Problem requirements> The expected answer is the data below, retyped exactly.
··· Listed entries
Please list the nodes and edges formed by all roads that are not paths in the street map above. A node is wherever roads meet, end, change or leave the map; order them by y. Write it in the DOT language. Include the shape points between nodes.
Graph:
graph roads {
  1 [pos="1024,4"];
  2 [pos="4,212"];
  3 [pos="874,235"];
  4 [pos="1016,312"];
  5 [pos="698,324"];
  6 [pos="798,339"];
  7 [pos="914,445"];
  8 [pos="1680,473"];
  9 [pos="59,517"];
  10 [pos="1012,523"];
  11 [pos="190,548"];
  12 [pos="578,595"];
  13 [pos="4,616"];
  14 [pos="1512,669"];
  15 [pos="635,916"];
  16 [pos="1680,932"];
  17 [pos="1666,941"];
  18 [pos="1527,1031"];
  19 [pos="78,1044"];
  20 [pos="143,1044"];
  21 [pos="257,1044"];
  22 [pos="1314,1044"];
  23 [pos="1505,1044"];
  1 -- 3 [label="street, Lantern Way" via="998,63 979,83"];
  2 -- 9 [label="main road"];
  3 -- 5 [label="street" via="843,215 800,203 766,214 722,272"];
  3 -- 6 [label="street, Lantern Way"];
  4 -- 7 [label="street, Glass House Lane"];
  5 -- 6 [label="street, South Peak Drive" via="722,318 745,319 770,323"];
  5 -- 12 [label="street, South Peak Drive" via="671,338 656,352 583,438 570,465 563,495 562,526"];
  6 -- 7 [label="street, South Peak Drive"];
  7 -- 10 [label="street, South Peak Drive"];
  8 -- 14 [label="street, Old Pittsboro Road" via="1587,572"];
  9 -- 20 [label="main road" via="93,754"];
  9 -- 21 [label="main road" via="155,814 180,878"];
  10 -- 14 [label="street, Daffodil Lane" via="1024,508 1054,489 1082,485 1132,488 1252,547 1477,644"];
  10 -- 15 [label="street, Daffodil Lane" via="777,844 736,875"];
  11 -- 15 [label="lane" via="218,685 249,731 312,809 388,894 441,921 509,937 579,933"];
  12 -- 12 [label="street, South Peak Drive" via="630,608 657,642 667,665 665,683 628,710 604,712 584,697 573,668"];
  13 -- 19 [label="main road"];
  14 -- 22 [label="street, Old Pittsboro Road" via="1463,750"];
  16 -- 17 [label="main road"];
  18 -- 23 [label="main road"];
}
······
Task output>
Please list the nodes and edges formed by all roads that are not paths in the street map above. A node is wherever roads meet, end, change or leave the map; order them by y. Write it in the DOT language. Include the shape points between nodes.
Graph:
graph roads {
  1 [pos="1024,4"];
  2 [pos="4,212"];
  3 [pos="874,235"];
  4 [pos="1016,312"];
  5 [pos="698,324"];
  6 [pos="798,339"];
  7 [pos="914,445"];
  8 [pos="1680,473"];
  9 [pos="59,517"];
  10 [pos="1012,523"];
  11 [pos="190,548"];
  12 [pos="578,595"];
  13 [pos="4,616"];
  14 [pos="1512,669"];
  15 [pos="635,916"];
  16 [pos="1680,932"];
  17 [pos="1666,941"];
  18 [pos="1527,1031"];
  19 [pos="78,1044"];
  20 [pos="143,1044"];
  21 [pos="257,1044"];
  22 [pos="1314,1044"];
  23 [pos="1505,1044"];
  1 -- 3 [label="street, Lantern Way" via="998,63 979,83"];
  2 -- 9 [label="main road"];
  3 -- 5 [label="street" via="843,215 800,203 766,214 722,272"];
  3 -- 6 [label="street, Lantern Way"];
  4 -- 7 [label="street, Glass House Lane"];
  5 -- 6 [label="street, South Peak Drive" via="722,318 745,319 770,323"];
  5 -- 12 [label="street, South Peak Drive" via="671,338 656,352 583,438 570,465 563,495 562,526"];
  6 -- 7 [label="street, South Peak Drive"];
  7 -- 10 [label="street, South Peak Drive"];
  8 -- 14 [label="street, Old Pittsboro Road" via="1587,572"];
  9 -- 20 [label="main road" via="93,754"];
  9 -- 21 [label="main road" via="155,814 180,878"];
  10 -- 14 [label="street, Daffodil Lane" via="1024,508 1054,489 1082,485 1132,488 1252,547 1477,644"];
  10 -- 15 [label="street, Daffodil Lane" via="777,844 736,875"];
  11 -- 15 [label="lane" via="218,685 249,731 312,809 388,894 441,921 509,937 579,933"];
  12 -- 12 [label="street, South Peak Drive" via="630,608 657,642 667,665 665,683 628,710 604,712 584,697 573,668"];
  13 -- 19 [label="main road"];
  14 -- 22 [label="street, Old Pittsboro Road" via="1463,750"];
  16 -- 17 [label="main road"];
  18 -- 23 [label="main road"];
}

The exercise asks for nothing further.